The Landlord Faked an Eviction—And Sold My Belongings While I Was at Work”

I was working a double shift at the nursing home—twelve hours on my feet, short-staffed again, caring for patients with kindness even when my own life was falling apart—when I came home to find my apartment door wide open,

a strange padlock on it, and my neighbor shaking her head slowly, telling me through tears that some “men with a truck” came that morning, said I’d been evicted, and emptied the whole place out, furniture, clothes,

baby pictures, even my mother’s ashes that sat in a box by the window—and I stood there, heart racing, knowing full well I’d never received a court summons, never been given a date, nothing from the sheriff, because I knew the law in Pennsylvania: landlords can’t evict without a court order, and even then, it has to go through a sheriff, not random guys with bolt cutters and a moving van—but my landlord, Mr.
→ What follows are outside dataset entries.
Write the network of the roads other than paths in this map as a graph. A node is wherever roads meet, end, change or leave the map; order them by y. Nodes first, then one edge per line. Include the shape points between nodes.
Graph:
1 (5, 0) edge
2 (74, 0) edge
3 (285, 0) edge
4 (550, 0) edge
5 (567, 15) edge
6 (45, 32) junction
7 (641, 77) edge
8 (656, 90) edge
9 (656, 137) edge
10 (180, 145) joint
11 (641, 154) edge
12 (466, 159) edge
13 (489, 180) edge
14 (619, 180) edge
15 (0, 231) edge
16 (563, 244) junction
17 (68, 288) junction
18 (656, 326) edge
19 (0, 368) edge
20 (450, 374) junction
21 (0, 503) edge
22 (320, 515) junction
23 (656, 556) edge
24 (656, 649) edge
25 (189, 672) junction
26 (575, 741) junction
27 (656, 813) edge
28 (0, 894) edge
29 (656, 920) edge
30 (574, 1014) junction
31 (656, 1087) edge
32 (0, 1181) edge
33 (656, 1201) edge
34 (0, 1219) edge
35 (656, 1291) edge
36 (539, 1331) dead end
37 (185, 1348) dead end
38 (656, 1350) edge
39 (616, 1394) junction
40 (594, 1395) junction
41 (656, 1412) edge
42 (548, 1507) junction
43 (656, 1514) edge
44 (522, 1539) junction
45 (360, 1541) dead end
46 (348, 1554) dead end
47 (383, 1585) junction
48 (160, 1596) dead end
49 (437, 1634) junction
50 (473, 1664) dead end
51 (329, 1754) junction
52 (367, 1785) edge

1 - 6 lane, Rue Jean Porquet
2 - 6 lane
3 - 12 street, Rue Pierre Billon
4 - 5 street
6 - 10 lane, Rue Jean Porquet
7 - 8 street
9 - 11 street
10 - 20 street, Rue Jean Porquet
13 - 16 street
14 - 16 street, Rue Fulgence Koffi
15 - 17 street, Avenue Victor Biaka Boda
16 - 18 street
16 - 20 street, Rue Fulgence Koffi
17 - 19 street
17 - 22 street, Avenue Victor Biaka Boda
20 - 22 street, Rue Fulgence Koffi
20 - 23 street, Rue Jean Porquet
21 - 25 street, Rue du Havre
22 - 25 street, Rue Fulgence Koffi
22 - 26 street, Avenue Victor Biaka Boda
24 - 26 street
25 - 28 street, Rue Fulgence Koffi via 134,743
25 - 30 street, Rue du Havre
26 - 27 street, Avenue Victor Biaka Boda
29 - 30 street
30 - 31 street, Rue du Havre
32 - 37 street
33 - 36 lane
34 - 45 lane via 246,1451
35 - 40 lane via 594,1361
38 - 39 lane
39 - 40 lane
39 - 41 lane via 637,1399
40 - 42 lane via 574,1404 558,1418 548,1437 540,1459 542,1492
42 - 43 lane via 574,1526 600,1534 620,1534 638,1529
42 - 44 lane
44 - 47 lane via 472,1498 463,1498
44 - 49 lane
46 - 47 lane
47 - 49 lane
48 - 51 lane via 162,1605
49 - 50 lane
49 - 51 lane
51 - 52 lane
Parsons,

a man who never looked me in the eye unless rent was due, had taken matters into his own hands, lied to the moving company, and sold my belongings through a “storage auction” that he posted online as “abandoned property,”

pocketing the cash while leaving me homeless, broke, and humiliated; I slept in my car for two nights before I got help from a tenants’ rights nonprofit who sent a paralegal to look into my case, and when they discovered there was no eviction filing on record, that this man had fabricated the whole thing to flip the unit for a higher-paying tenant, I sued—but justice in America, especially for a Black single mom working two jobs,

moves like molasses; it took nearly eight months, court appearances, affidavits, proving what was already obvious, and meanwhile I couch-surfed, lost keepsakes, lost credit points, lost peace of mind—but when we finally won the civil suit,

when the judge read the verdict and awarded me triple damages under Pennsylvania’s illegal eviction laws, I didn’t feel victorious, just tired, because what I really wanted back wasn’t the couch or the microwave—it was the feeling of safety that home once gave me,

the quiet routine of locking the door at night and knowing I could sleep without fear—and even now, in my new apartment, when I turn the key, I still hesitate, still look around to make sure everything’s where I left it,

because once your life is stolen while you’re just trying to survive, you learn that the American dream isn’t just about owning a home—it’s about never having it ripped away by someone who thinks your struggle makes you disposable.